→ EXERCISE REQUIREMENTS: Go through the lines below. Copy those with "slow".

→ DATA RECORDS:
- - -
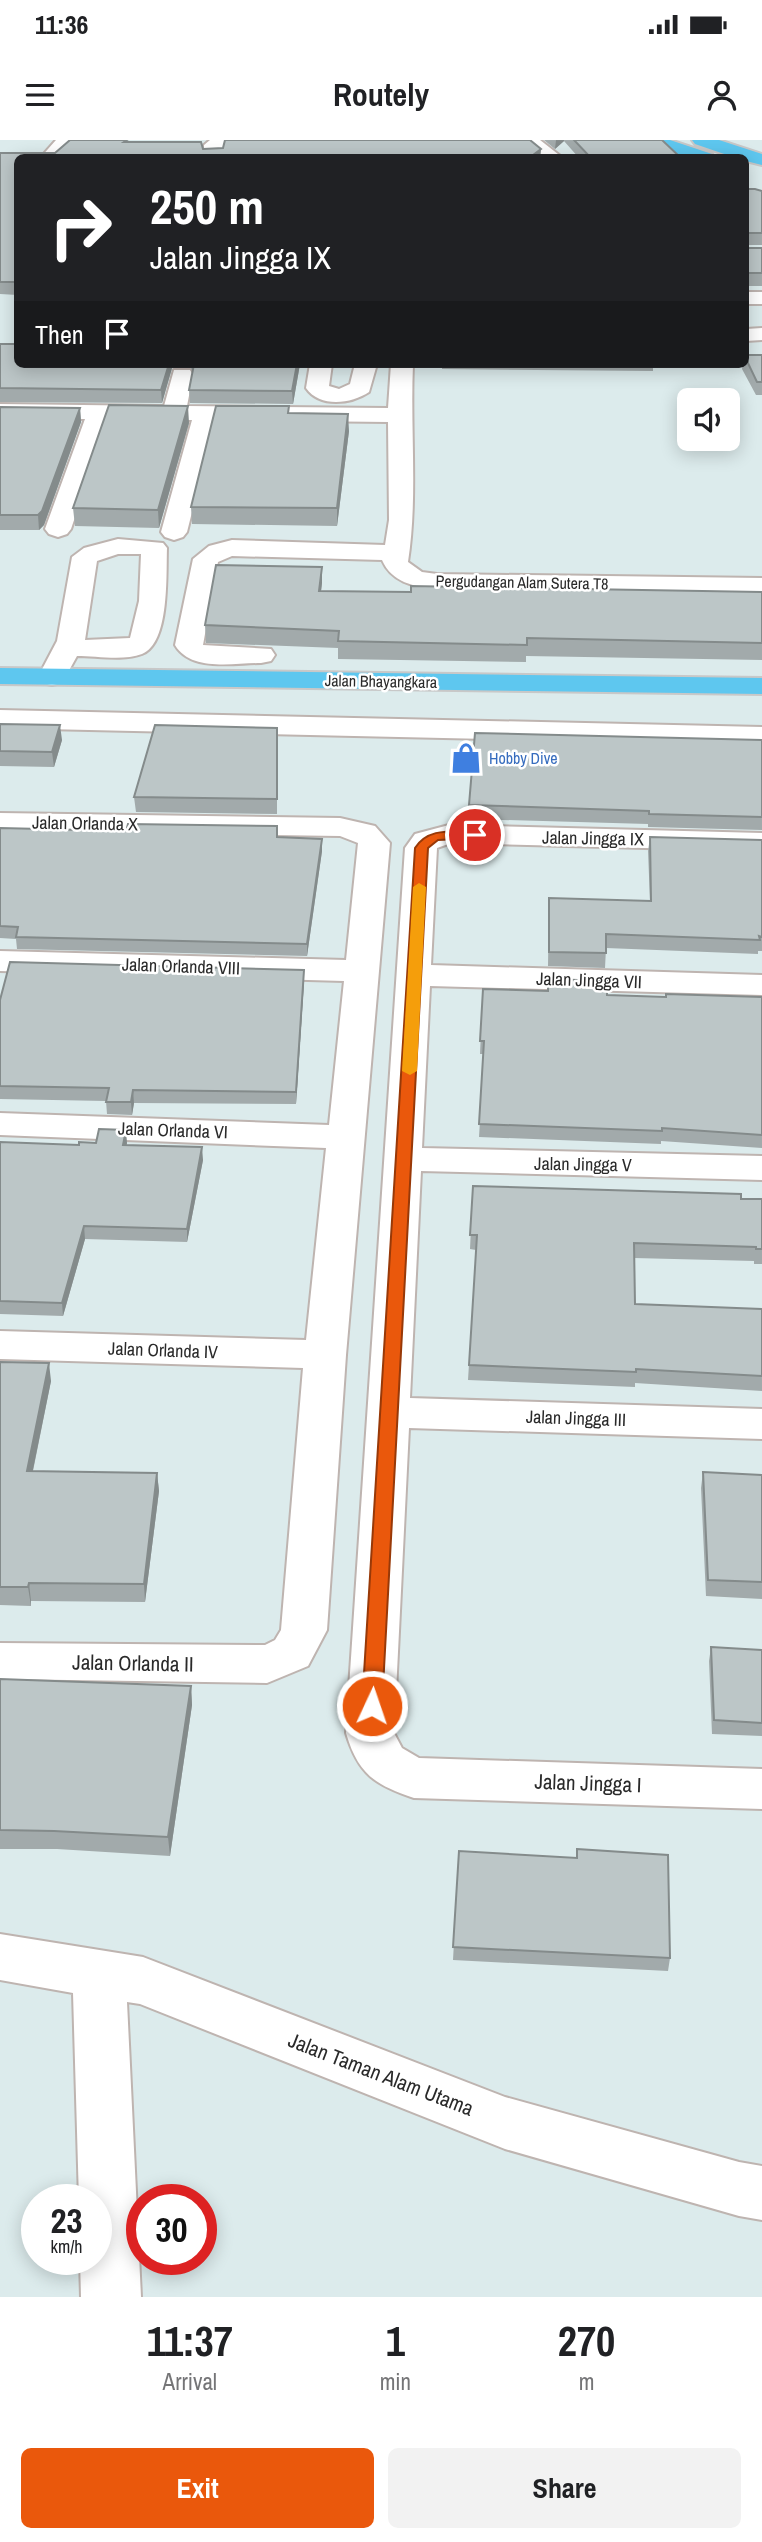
<!DOCTYPE html>
<style>
body{margin:0;font-family:"Archivo Narrow",sans-serif;background:#f2f2f2;color:#202124;height:100vh;display:flex;flex-direction:column;font-size:26px;white-space:nowrap}
*{box-sizing:border-box;margin:0}
p{font-size:23px;color:#757577}
.icon{flex:none;width:38px;height:38px;fill:none;stroke:currentColor;stroke-width:2;stroke-linecap:round;stroke-linejoin:round}
.map{position:relative;height:2157px;overflow:hidden}
.drawer{display:flex;flex-direction:column;background:#fff;flex:1}
.drawer>*{flex:none}
.banner{position:absolute;left:14px;top:14px;width:735px;height:214px;border-radius:10px;box-shadow:0 4px 18px #0003;background:#202124;color:#fff;overflow:hidden}
.buttons{position:absolute;left:677px;top:248px;display:grid;gap:14px}
.buttons a{display:grid;place-items:center;width:63px;height:63px;border-radius:10px;background:#fff;box-shadow:0 4px 18px #0003;font-size:35px}
.speed{position:absolute;left:21px;top:2044px;display:flex;gap:14px;font-size:35px;font-weight:700;text-align:center}
.speed>*{display:grid;place-content:center;width:91px;height:91px;border-radius:50%;background:#fff;box-shadow:0 4px 18px #0003;line-height:1}
.speed small{font-size:18px;font-weight:400}
.speed .limit{border:10px solid #d22;background:#fff;color:#111}
.pin{position:absolute;display:grid;place-items:center;width:60px;height:60px;color:#fff;margin:-30px;border:4px solid #fff;border-radius:50%;box-shadow:0 2px 7px #0007}
.me{position:absolute;width:77px;margin:-38px;rotate:3deg;stroke-linejoin:round;filter:drop-shadow(0 0 5px #0008)}
.turn{display:flex;align-items:center;gap:24px;height:147px;padding:0 21px;font-size:32px}
.turn .icon{width:91px;height:91px;stroke-width:2.5}
.turn b{display:block;font-size:49px;line-height:60px}
.then{display:flex;align-items:center;height:66px;padding:0 21px;background:#0003;gap:14px;font-size:26px}
.eta{display:flex;justify-content:space-evenly;align-items:center;height:119px;text-align:center}
.eta b{font-size:42px;font-weight:700;line-height:49px}
.cta{display:flex;gap:14px;margin-top:auto;padding:14px 21px}
.cta a{flex:1;height:80px;border-radius:10px;background:#ea580c;color:#fff;font-size:28px;font-weight:700;line-height:80px;text-align:center}
.cta a+a{background:#f2f2f2;color:#202124}
.status{display:flex;justify-content:space-between;align-items:center;height:49px;padding:0 35px;background:#fff;direction:ltr}
.status svg{height:19px;fill:currentColor}
header{display:flex;justify-content:space-between;align-items:center;height:91px;padding:0 21px;background:#fff;font-size:32px;font-weight:700}
.map>svg:first-child{display:block}
.lines{fill:none;stroke-linecap:round;stroke-linejoin:round}
.minor-casing{stroke:#beb4b0;stroke-width:4}
.major-casing{stroke:#c8c8c8;stroke-width:4}
.minor{fill:#fff;fill-rule:evenodd}
.major{fill:#5ec7ef;fill-rule:evenodd}
.wall{fill:#a2aaab}
.shaded-wall{fill:#848b8b}
.building{fill:#bcc6c7;stroke:#848b8b;stroke-width:2}
.route{fill:#ea580c;stroke:#983908;stroke-width:2}
.slow{fill:#f59e0b}
.labels{text-anchor:middle;dominant-baseline:central;stroke-width:5;stroke-linejoin:round;paint-order:stroke}
.far-street-label{font-size:16px;fill:#2a2a2a;stroke:#fff}
.far-shop-label{font-size:16px;fill:#366cbe;stroke:#fff;text-anchor:start}
.street-label{font-size:18px;fill:#2a2a2a;stroke:#fff}
.near-street-label{font-size:21px;fill:#2a2a2a;stroke:#fff}
</style>
<div class="status"><b>11:36</b><svg viewBox="0 0 49 12"><path d="M0 12V9h3v3zM5 12V6h3v6zM10 12V3h3v9zM15 12V0h3v12zM26 1h20v11H26zM47 4h2v5h-2z"/></svg></div>
<header><svg class="icon" aria-label="menu" viewBox="0 0 24 24"><path d="M4 6h16M4 12h16M4 18h16"/></svg>Routely<svg class="icon" aria-label="person" viewBox="0 0 24 24"><circle cx="12" cy="8" r="4"/><path d="M4 21q1-7 8-7t8 7"/></svg></header>
<div class="map">
<svg width="762" height="2157" viewBox="0 0 762 2157">
<rect width="100%" height="100%" fill="#dcebec"/>
<g class="lines">
<defs>
<path id="minor" d="M56,0H75L59,18H40Z
M210,0H369L360,5L223,7L222,18H204V5Z
M519,0H540L563,18H541Z
M746,152H762V164H746Z
M762,188V200L746,201V189Z
M310,224H332L329,246L339,249L350,244L355,224H377L369,252C351,264 320,268 306,248Z
M391,224H413C410,290 418,357 408,422L422,432L437,434L762,438V454L437,450C414,446 392,443 382,420L232,416L218,422L203,505L271,509L275,515L271,521L261,523C233,523 191,532 175,505L193,419L209,406L232,400L385,405L389,380L388,282L215,280L187,392L183,397L174,400L165,397L161,392L192,280L108,279L71,389L67,394L58,397L49,394L45,389L85,279L0,278V264L164,266L174,230H190L193,235L187,266L388,268Z
M118,399L163,403L167,408C166,434 170,503 142,514C124,521 96,516 77,516L62,543L52,545L42,543L38,537L57,501L72,417L84,408ZM118,414H141L139,461L130,498L85,500L97,421Z
M0,570L762,587V605L0,588Z
M0,673L340,678L375,686L390,703L346,1215L327,1490L308,1526L267,1543L0,1539V1503L265,1505L275,1500L281,1490L303,1228L0,1219V1191L306,1200L326,1008L0,995V973L329,985L344,841L0,831V811L346,820L358,703L340,696L0,691Z
M449,685L762,693V711L451,703L437,708L431,825L762,835V855L430,846L422,1008L762,1016V1040L421,1031L410,1258L762,1269V1299L409,1288L394,1593L402,1608L419,1618L762,1629V1669L414,1658C375,1645 358,1634 346,1593L405,708L415,694Z
M0,1794L143,1817L505,1957L739,2022L762,2026V2080L739,2076L505,2009L140,1864L127,1862L141,2157H81L80,2119H96V2060H79L73,1853L0,1840Z"/>
<path id="major" d="M644,0H670L712,14L715,18H687L647,4Z
M692,0H719L762,14V25L746,21V18H736L695,4Z
M0,528L762,538V554L0,544Z"/>
</defs>
<use href="#minor" class="minor-casing"/>
<use href="#major" class="major-casing"/>
<use href="#minor" class="minor"/>
<use href="#major" class="major"/>
</g>
<path class="wall" d="M544,0H662L681,18H579L564,1L555,9Z
M134,2L203,9H541L540,18H18V155L0,154V13H55Z
M746,49L762,51V105H746Z
M746,108H762V146H746Z
M0,204L18,224H300L293,264L190,263L189,250L193,232L190,227L172,228L162,263L0,262Z
M746,215H762V255H756L742,229L743,224H746Z
M442,224H653V231L442,229Z
M0,267L80,268L81,282L44,385L39,390H0Z
M289,273L349,291L337,386L192,384L191,367Z
M189,283L159,388L75,386L73,368Z
M322,443L321,451L411,452H762V520L526,516V522L338,519V508L206,503L205,485Z
M0,584L62,600L54,627L0,626Z
M277,588V674L136,672L134,657Z
M762,600V690L648,687V684L468,679L469,665Z
M0,688L322,699V711L307,816L17,809L16,799L0,798Z
M650,697L762,700V811H758V814L606,808L605,828L548,826L549,758L650,761L648,711Z
M304,830V842L296,964L134,963L132,975L107,974L106,961L0,959V860Z
M483,849L607,855L666,857H762V1008L661,1001V1004L479,997L484,914H480Z
M0,1002L79,1005L127,1003L126,1005L203,1020L187,1102L85,1099L63,1176L0,1174Z
M473,1046L762,1059V1124H754V1121L634,1118L635,1164L762,1169V1251L635,1243V1247L468,1240L476,1110L470,1109Z
M0,1222L51,1241L33,1331L157,1333L159,1351L145,1462L31,1461V1466L0,1465Z
M703,1332L762,1335V1459L706,1456L701,1348Z
M711,1507L762,1510V1596L712,1594L709,1521Z
M0,1539L191,1546L192,1565L170,1716L57,1709H0Z
M577,1709L670,1818L668,1831L453,1820L459,1711L577,1718Z"/>
<path class="shaded-wall" d="M556,0H564V1L555,9Z
M541,9L540,18H529Z
M169,224H172V228L162,263L161,250Z
M297,224H300L293,264L292,251Z
M188,266L189,283L159,388L158,370Z
M80,268L81,282L44,385L39,390L38,375Z
M348,274L349,291L337,386V368Z
M322,427V443L319,467V451Z
M60,585L62,600L54,627L52,612Z
M322,699V711L307,816V804Z
M304,830V842L296,964V952Z
M133,950L134,963L132,975L131,962Z
M126,990L127,1003L124,1018L123,1005Z
M202,1007L203,1020L187,1102V1089Z
M84,1086L85,1099L63,1176L62,1163Z
M49,1223L51,1241L29,1349L27,1331Z
M157,1333L159,1351L145,1462L144,1444Z
M29,1443L31,1461V1466L28,1447Z
M191,1546L192,1565L170,1716L168,1697Z"/>
<path class="building" d="M70,0H127L124,2H201L203,9L223,8L225,0H530L541,9L529,18H18V142H0V13H55Z
M574,0H662L681,18H591Z
M746,49H755L762,51V93H746Z
M746,108H762V133H746Z
M18,202V224H169L161,250L0,248V204H17Z
M746,215H762V242H757L746,219Z
M194,224H297L292,251L189,250Z
M109,265L188,266L158,370L73,368Z
M216,266H289L288,273L348,274L337,368L191,367Z
M0,267L80,268L42,371L38,375H0Z
M216,425L322,427L319,451L411,452V446L762,452V503L527,498V505L338,501L339,491L205,485Z
M0,584L60,585L52,612L0,611Z
M155,585L277,588V659L134,657Z
M475,593L762,600V677L649,674V671L469,665Z
M128,684L277,686V697L322,699L307,804L16,797L18,787L0,786V688L126,691Z
M650,697L762,700V797L759,796L760,800L606,794V813L549,812V758L651,761Z
M10,822L304,830L296,952L133,950L131,962H106L109,948L0,946V860Z
M548,839L607,841V855L666,857V854L762,857V995L662,988V991L479,984L484,901H480L483,849L548,851Z
M99,989L126,990L123,1005L202,1007L187,1089L84,1086L62,1163L0,1161V1002L79,1005V1002L96,1003Z
M473,1046L741,1054V1059H762V1109H756V1107L634,1103L635,1164L762,1169V1236L636,1229V1232L469,1225L477,1095H470Z
M0,1222L49,1223L27,1331L157,1333L144,1444L29,1443L28,1447H0Z
M703,1332L762,1335V1442L708,1440Z
M711,1507L762,1510V1583L714,1580Z
M0,1539L191,1546L168,1697L54,1691L0,1690Z
M577,1709L668,1715L670,1818L453,1807L459,1711L577,1718Z"/>
<path class="route" d="M475,691L482,695L480,698L438,700L428,708L382,1566L379,1572L372,1574L365,1572L362,1566L415,708C428,687 453,692 475,691Z"/>
<path class="slow" d="M419,743L426,747L417,931L410,935L402,931L413,747Z"/>
<defs>
<symbol id="shop-bare" viewBox="-9 -9 18 18"><path d="M-5-2.5h2.3a2.7 3.5 0 0 1 5.4 0H5L5.5 6h-11ZM-1.5-2.5h3a1.5 2.3 0 0 0-3 0Z" fill="#3f7fe0" stroke="#fff" stroke-width="2.5" paint-order="stroke"/></symbol>
</defs>
<g fill-rule="evenodd">
<use href="#shop-bare" x="444" y="596" width="44" height="44"/>
</g>
<g class="labels">
<g class="far-street-label">
<text transform="translate(522 442) rotate(1)">Pergudangan Alam Sutera T8</text>
<text transform="translate(381 541) rotate(1)">Jalan Bhayangkara</text>
</g>
<g class="far-shop-label">
<text x="489" y="618">Hobby Dive</text>
</g>
<g class="street-label">
<text transform="translate(85 683) rotate(1)">Jalan Orlanda X</text>
<text transform="translate(593 698) rotate(1)">Jalan Jingga IX</text>
<text transform="translate(181 826) rotate(2)">Jalan Orlanda VIII</text>
<text transform="translate(589 840) rotate(2)">Jalan Jingga VII</text>
<text transform="translate(173 990) rotate(2)">Jalan Orlanda VI</text>
<text transform="translate(583 1024) rotate(1)">Jalan Jingga V</text>
<text transform="translate(163 1210) rotate(2)">Jalan Orlanda IV</text>
<text transform="translate(576 1278) rotate(2)">Jalan Jingga III</text>
</g>
<g class="near-street-label">
<text transform="translate(133 1523) rotate(1)">Jalan Orlanda II</text>
<text transform="translate(588 1643) rotate(2)">Jalan Jingga I</text>
<text transform="translate(381 1934) rotate(21)">Jalan Taman Alam Utama</text>
</g>
</g>
</svg>
<div class="buttons">
<a><svg class="icon" aria-label="sound" viewBox="0 0 24 24"><path d="M4 9h4l5-4v14l-5-4H4zM17 9q2 3 0 6"/></svg></a>
</div>
<div class="speed"><div>23<small>km/h</small></div><div class="limit">30</div></div>
<div class="pin" style="left:475px;top:695px;background:#d93025"><svg class="icon" aria-label="arrive" viewBox="0 0 24 24"><path d="M6 21V4h12l-3 4 3 4H6"/></svg></div>
<svg class="me" style="left:372px;top:1566px" viewBox="-20 -20 40 40"><circle r="17" fill="#ea580c" stroke="#fff" stroke-width="3"/><path d="M0-11L8 9 0 5-8 9z" fill="#fff"/></svg>
<div class="banner">
<div class="turn"><svg class="icon" aria-label="right" viewBox="0 0 24 24"><path d="M7 20v-9h11M14 6l5 5-5 5"/></svg><div><b>250 m</b>Jalan Jingga IX</div></div>
<div class="then">Then<svg class="icon" aria-label="arrive" viewBox="0 0 24 24"><path d="M6 21V4h12l-3 4 3 4H6"/></svg></div>
</div>
</div>
<section class="drawer">
<div class="eta">
<div><b>11:37</b><p>Arrival</p></div>
<div><b>1</b><p>min</p></div>
<div><b>270</b><p>m</p></div>
</div>
<div class="cta"><a>Exit</a><a>Share</a></div>
</section>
- - -
→ REPLY:
.slow{fill:#f59e0b}
<path class="slow" d="M419,743L426,747L417,931L410,935L402,931L413,747Z"/>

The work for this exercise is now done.